I've been systematically searching out galaxies within the Perseus Cluster, Abell 426, since September, 2002. This month was the last opportunity to expand my list. By next month, the Sun will be setting later while Perseus will be setting sooner, making observations of challenging objects nearly impossible. So I focused on finding a few more faint and obscure fuzzies in this cluster. The tally now stands at 217 galaxies within 3 of NGC1275. Nine of these galaxies are likely not gravitationally bound to the cluster. With 40 targets still on my list, I'll have to resume the hunt on my birthday later this year.

During this observing project, I discovered a few techniques that improved my ability to hunt down ultra small and ultra faint fuzzies. I thought I would share some of them here.

A large fraction of the galaxies in the survey cannot be seen at low powers. Many can only be seen at 300-400X. That means my f.o.v generally is less than 8 arc minutes. One might expect that it would be easier to locate the star field with an eyepiece providing a wide field, and then switch to a higher power, narrower field, eyepiece. However, more often than not, I would move the scope slightly when changing eyepieces. I wouldn't recognize the new field, and I would have to repeat the process. It also didn't help that my dob doesn't track. An 8' field moves by rather quickly.

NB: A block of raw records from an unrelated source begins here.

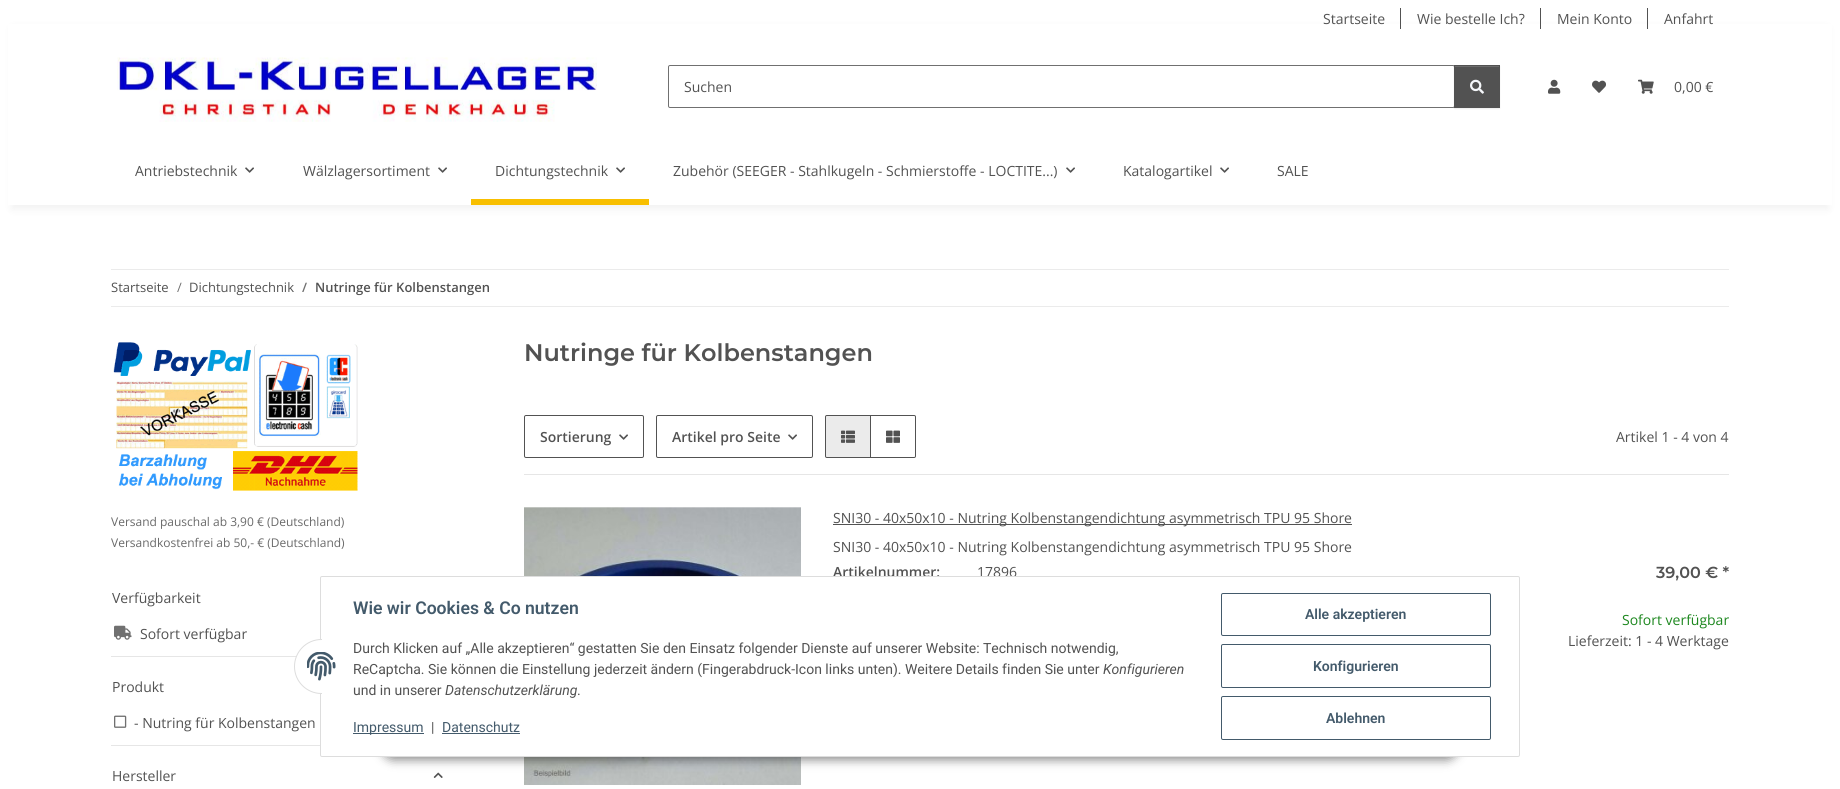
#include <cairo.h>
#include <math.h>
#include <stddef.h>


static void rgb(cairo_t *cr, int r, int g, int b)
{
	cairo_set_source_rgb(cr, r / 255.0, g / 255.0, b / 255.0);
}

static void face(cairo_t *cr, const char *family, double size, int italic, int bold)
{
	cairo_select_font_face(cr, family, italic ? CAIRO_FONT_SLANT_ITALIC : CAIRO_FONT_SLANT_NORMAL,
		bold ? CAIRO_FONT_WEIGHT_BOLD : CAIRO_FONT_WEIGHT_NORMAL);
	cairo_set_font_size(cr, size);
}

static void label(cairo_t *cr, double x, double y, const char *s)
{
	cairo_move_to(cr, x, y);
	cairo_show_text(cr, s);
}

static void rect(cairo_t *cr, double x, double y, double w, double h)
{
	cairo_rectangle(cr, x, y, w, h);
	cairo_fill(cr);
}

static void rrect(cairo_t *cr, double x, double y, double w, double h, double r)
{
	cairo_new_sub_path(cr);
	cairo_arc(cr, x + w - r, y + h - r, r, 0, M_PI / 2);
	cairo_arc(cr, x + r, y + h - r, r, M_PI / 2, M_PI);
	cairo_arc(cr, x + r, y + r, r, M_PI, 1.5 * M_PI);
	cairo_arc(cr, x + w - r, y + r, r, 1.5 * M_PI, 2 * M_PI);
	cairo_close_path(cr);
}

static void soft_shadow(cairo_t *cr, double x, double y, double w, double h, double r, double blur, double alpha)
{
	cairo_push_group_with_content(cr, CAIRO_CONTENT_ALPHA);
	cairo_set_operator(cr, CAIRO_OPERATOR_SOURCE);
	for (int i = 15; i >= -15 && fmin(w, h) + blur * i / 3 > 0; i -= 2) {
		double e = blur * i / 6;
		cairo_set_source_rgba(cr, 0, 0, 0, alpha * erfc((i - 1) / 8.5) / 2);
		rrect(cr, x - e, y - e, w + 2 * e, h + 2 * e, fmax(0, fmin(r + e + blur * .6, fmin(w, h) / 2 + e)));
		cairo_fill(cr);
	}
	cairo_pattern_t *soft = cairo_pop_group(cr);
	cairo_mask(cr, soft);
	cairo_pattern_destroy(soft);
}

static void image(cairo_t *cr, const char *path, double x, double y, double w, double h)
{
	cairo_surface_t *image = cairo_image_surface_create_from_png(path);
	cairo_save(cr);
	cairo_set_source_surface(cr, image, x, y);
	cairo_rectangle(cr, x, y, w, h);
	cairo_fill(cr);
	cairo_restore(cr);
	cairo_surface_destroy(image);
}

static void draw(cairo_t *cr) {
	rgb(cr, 255, 255, 255);
	cairo_paint(cr);
	rgb(cr, 0, 0, 0);
	soft_shadow(cr, 12, 28, 1816, 181, 0, 4.5, 0.06);
	rgb(cr, 255, 255, 255);
	rect(cr, 8, 24, 1824, 181);
	face(cr, "Open Sans", 14, 0, 0);
	rgb(cr, 82, 82, 82);
	label(cr, 1323, 24, "Startseite");
	rect(cr, 1400, 8, 1, 21);
	label(cr, 1417, 24, "Wie bestelle Ich?");
	rect(cr, 1540, 8, 1, 21);
	label(cr, 1557, 24, "Mein Konto");
	rect(cr, 1647, 8, 1, 21);
	label(cr, 1664, 24, "Anfahrt");
	image(cr, "image0.png", 117, 57, 480, 65);
	rrect(cr, 668.5, 65.5, 786, 42, 1.5);
	rgb(cr, 112, 112, 112);
	cairo_set_line_width(cr, 1);
	cairo_stroke(cr);
	rgb(cr, 82, 82, 82);
	label(cr, 684, 92, "Suchen");
	rgb(cr, 0, 0, 0);
	soft_shadow(cr, 1454, 66, 46, 43, 0, 0.5, 0.07);
	rgb(cr, 82, 82, 82);
	rect(cr, 1454, 65, 46, 43);
	rgb(cr, 108, 108, 108);
	rect(cr, 1455, 66, 44, 1);
	image(cr, "image1.png", 1470, 79, 14, 15);
	image(cr, "image2.png", 1548, 79, 13, 15);
	image(cr, "image3.png", 1592, 80, 14, 13);
	image(cr, "image4.png", 1638, 79, 16, 15);
	rgb(cr, 82, 82, 82);
	label(cr, 1674, 92, "0,00 €");
	label(cr, 135, 176, "Antriebstechnik");
	image(cr, "image5.png", 245, 167, 9, 6);
	label(cr, 303, 176, "Wälzlagersortiment");
	image(cr, "image5.png", 438, 167, 9, 6);
	label(cr, 495, 176, "Dichtungstechnik");
	image(cr, "image5.png", 616, 167, 9, 6);
	rgb(cr, 248, 191, 0);
	rect(cr, 471, 199, 178, 6);
	rgb(cr, 82, 82, 82);
	label(cr, 673, 176, "Zubehör (SEEGER - Stahlkugeln - Schmierstoffe - LOCTITE...)");
	image(cr, "image5.png", 1066, 167, 9, 6);
	label(cr, 1123, 176, "Katalogartikel");
	image(cr, "image5.png", 1220, 167, 9, 6);
	label(cr, 1277, 176, "SALE");
	rgb(cr, 235, 235, 235);
	rect(cr, 111, 269, 1618, 1);
	rect(cr, 111, 306, 1618, 1);
	face(cr, "Open Sans", 13, 0, 0);
	rgb(cr, 82, 82, 82);
	label(cr, 111, 292, "Startseite");
	rgb(cr, 112, 112, 112);
	label(cr, 177, 292, "/");
	rgb(cr, 82, 82, 82);
	label(cr, 189, 292, "Dichtungstechnik");
	face(cr, "Open Sans SemiBold", 13, 0, 0);
	rgb(cr, 112, 112, 112);
	label(cr, 302, 292, "/");
	rgb(cr, 82, 82, 82);
	label(cr, 315, 292, "Nutringe für Kolbenstangen");
	image(cr, "image6.png", 113, 342, 245, 149);
	face(cr, "Open Sans", 12, 0, 0);
	rgb(cr, 105, 105, 105);
	label(cr, 111, 526, "Versand pauschal ab 3,90 € (Deutschland)");
	label(cr, 111, 547, "Versandkostenfrei ab 50,- € (Deutschland)");
	face(cr, "Open Sans", 14, 0, 0);
	rgb(cr, 82, 82, 82);
	label(cr, 112, 603, "Verfügbarkeit");
	image(cr, "image7.png", 114, 625, 18, 15);
	label(cr, 140, 639, "Sofort verfügbar");
	rgb(cr, 230, 230, 230);
	rect(cr, 111, 656, 186, 1);
	rgb(cr, 82, 82, 82);
	label(cr, 112, 692, "Produkt");
	image(cr, "image8.png", 114, 715, 13, 13);
	label(cr, 134, 728, "- Nutring für Kolbenstangen");
	rgb(cr, 230, 230, 230);
	rect(cr, 111, 745, 209, 1);
	rgb(cr, 82, 82, 82);
	label(cr, 112, 781, "Hersteller");
	image(cr, "image9.png", 433, 772, 10, 6);
	face(cr, "Montserrat SemiBold", 24, 0, 0);
	label(cr, 524, 361, "Nutringe für Kolbenstangen");
	rrect(cr, 524.5, 415.5, 119, 42, 1.5);
	cairo_stroke(cr);
	face(cr, "Open Sans SemiBold", 14, 0, 0);
	label(cr, 540, 442, "Sortierung");
	image(cr, "image5.png", 619, 434, 9, 6);
	rrect(cr, 656.5, 415.5, 156, 42, 1.5);
	cairo_stroke(cr);
	label(cr, 672, 442, "Artikel pro Seite");
	image(cr, "image5.png", 788, 434, 9, 6);
	cairo_new_path(cr);
	cairo_move_to(cr, 870.5, 415.5);
	cairo_line_to(cr, 914, 415.5);
	cairo_curve_to(cr, 915, 415.5, 915.5, 416, 915.5, 417);
	cairo_line_to(cr, 915.5, 456);
	cairo_curve_to(cr, 915.5, 457, 915, 457.5, 914, 457.5);
	cairo_line_to(cr, 870.5, 457.5);
	cairo_close_path(cr);
	cairo_stroke(cr);
	rgb(cr, 235, 235, 235);
	cairo_new_path(cr);
	cairo_move_to(cr, 827, 415.5);
	cairo_line_to(cr, 870.5, 415.5);
	cairo_line_to(cr, 870.5, 457.5);
	cairo_line_to(cr, 827, 457.5);
	cairo_curve_to(cr, 826, 457.5, 825.5, 457, 825.5, 456);
	cairo_line_to(cr, 825.5, 417);
	cairo_curve_to(cr, 825.5, 416, 826, 415.5, 827, 415.5);
	cairo_close_path(cr);
	cairo_fill_preserve(cr);
	rgb(cr, 82, 82, 82);
	cairo_stroke(cr);
	image(cr, "image10.png", 841, 430, 14, 13);
	image(cr, "image11.png", 886, 430, 14, 13);
	face(cr, "Open Sans", 14, 0, 0);
	label(cr, 1616, 442, "Artikel 1 - 4 von 4");
	rgb(cr, 230, 230, 230);
	rect(cr, 524, 474, 1205, 1);
	image(cr, "image12.png", 524, 507, 277, 278);
	rgb(cr, 82, 82, 82);
	rect(cr, 833, 524, 519, 1);
	label(cr, 833, 523, "SNI30 - 40x50x10 - Nutring Kolbenstangendichtung asymmetrisch TPU 95 Shore");
	label(cr, 833, 552, "SNI30 - 40x50x10 - Nutring Kolbenstangendichtung asymmetrisch TPU 95 Shore");
	face(cr, "Open Sans SemiBold", 14, 0, 0);
	label(cr, 833, 577, "Artikelnummer:");
	face(cr, "Open Sans", 14, 0, 0);
	label(cr, 977, 577, "17896");
	face(cr, "Montserrat SemiBold", 16, 0, 0);
	label(cr, 1656, 578, "39,00 € *");
	face(cr, "Open Sans", 14, 0, 0);
	rgb(cr, 28, 135, 30);
	label(cr, 1622, 625, "Sofort verfügbar");
	rgb(cr, 82, 82, 82);
	label(cr, 1568, 646, "Lieferzeit: 1 - 4 Werktage");
	rgb(cr, 0, 0, 0);
	soft_shadow(cr, 381, 728, 1078, 32, 16, 5, 0.45);
	rgb(cr, 255, 255, 255);
	rrect(cr, 320.5, 576.5, 1199, 180, 1.5);
	cairo_fill_preserve(cr);
	rgb(cr, 221, 221, 221);
	cairo_stroke(cr);
	rgb(cr, 255, 255, 255);
	cairo_arc(cr, 321.5, 666.5, 27, 0, 2 * M_PI);
	cairo_fill_preserve(cr);
	rgb(cr, 221, 221, 221);
	cairo_stroke(cr);
	rgb(cr, 255, 255, 255);
	rect(cr, 322, 639, 27, 55);
	image(cr, "image13.png", 307, 652, 29, 29);
	face(cr, "Roboto SemiBold", 17.6, 0, 0);
	rgb(cr, 67, 90, 107);
	label(cr, 353, 614, "Wie wir Cookies & Co nutzen");
	face(cr, "Roboto", 14, 0, 0);
	rgb(cr, 82, 82, 82);
	label(cr, 353, 653, "Durch Klicken auf „Alle akzeptieren“ gestatten Sie den Einsatz folgender Dienste auf unserer Website: Technisch notwendig,");
	label(cr, 353, 674, "ReCaptcha. Sie können die Einstellung jederzeit ändern (Fingerabdruck-Icon links unten). Weitere Details finden Sie unter");
	face(cr, "Roboto", 14, 1, 0);
	label(cr, 1103, 674, "Konfigurieren");
	face(cr, "Roboto", 14, 0, 0);
	label(cr, 353, 695, "und in unserer");
	face(cr, "Roboto", 14, 1, 0);
	label(cr, 445, 695, "Datenschutzerklärung");
	face(cr, "Roboto", 14, 0, 0);
	label(cr, 577, 695, ".");
	rgb(cr, 67, 90, 107);
	rect(cr, 353, 733, 71, 1);
	label(cr, 353, 732, "Impressum");
	rgb(cr, 82, 82, 82);
	label(cr, 431, 732, "|");
	rgb(cr, 67, 90, 107);
	label(cr, 442, 732, "Datenschutz");
	rect(cr, 442, 733, 78, 1);
	rrect(cr, 1221.5, 593.5, 269, 42, 1.5);
	cairo_stroke(cr);
	face(cr, "Roboto SemiBold", 14, 0, 0);
	label(cr, 1305, 619, "Alle akzeptieren");
	rrect(cr, 1221.5, 644.5, 269, 43, 1.5);
	cairo_stroke(cr);
	label(cr, 1313, 671, "Konfigurieren");
	rrect(cr, 1221.5, 696.5, 269, 43, 1.5);
	cairo_stroke(cr);
	label(cr, 1326, 723, "Ablehnen");
}

int main(void) {
	cairo_surface_t *surface = cairo_image_surface_create(CAIRO_FORMAT_RGB24, 1840, 789);
	cairo_t *cr = cairo_create(surface);
	cairo_font_options_t *options = cairo_font_options_create();
	cairo_font_options_set_hint_metrics(options, CAIRO_HINT_METRICS_OFF);
	cairo_font_options_set_hint_style(options, CAIRO_HINT_STYLE_NONE);
	cairo_set_font_options(cr, options);
	cairo_set_miter_limit(cr, 4);
	draw(cr);
	cairo_surface_write_to_png(surface, "render.png");
	cairo_font_options_destroy(options);
	cairo_destroy(cr);
	cairo_surface_destroy(surface);
	return 0;
}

I found it was best to leave my high power eyepiece in the scope during the entire observing session. Consequently, at the beginning of the session, it was important to precisely align the cross hairs of the finder scope with the center of the field of the main scope. When hunting down a new target, I would first find a relatively "bright" star within 0.5 of the target and locate it in the cross hairs of the finder. Then, while viewing through the main scope at 400X, I would star-hop from that reference star to the target.

Star hopping at 400X requires extraordinary star charts. No printed atlas exists. Some planetarium programs, with the appropriate data files, have the capability of displaying enough stars. However, I don't like using a computer in the field. Also, planetarium programs can display just about any field size. I find this flexibility confusing in the field. I like to work with charts with consistent field sizes and calibrate my senses to them. Consequently, for objects away from the center of the cluster, I used "The Sky" to make finder charts approximately 1X1.25. These would show the locations of perhaps a dozen objects. In addition, I downloaded a Digitized Sky Survey image of each object centered in a 15'X15' field. With this set of charts and images, I could quickly star hop to an object, compare the view to a real image of the area, and unambiguously identify the target. I became quite proficient at star hopping at 400X. The greatest difficulty was overcoming the rapid drift while consulting charts. However, because the charts were all consistent, the time I spent at them was minimal. I also quickly learned to move the scope about the right amount for the amount of time I was away from the eyepiece.

Objects are much denser at the center of the cluster. I didn't bother making a printed star chart for the central 1X1 area. Instead, I downloaded one DSS image file for the 1X1 area and labeled each galaxy in Photoshop. For use in the field, I divided the 1X1 labeled image file into six sections, approximately 0.3X0.5, and printed them out. Each of these smaller charts has as many as 40 galaxies on it and was sufficient to identify most of the objects. Individual DSS images of each galaxy wasn't necessary. Often I spent an entire observing session at 400X on just one of these charts, never moving more than 0.5. Once I got started, unless I bumped the scope, I never had to look through the finder again.

It sure would be nice to get a tracking scope for my next birthday.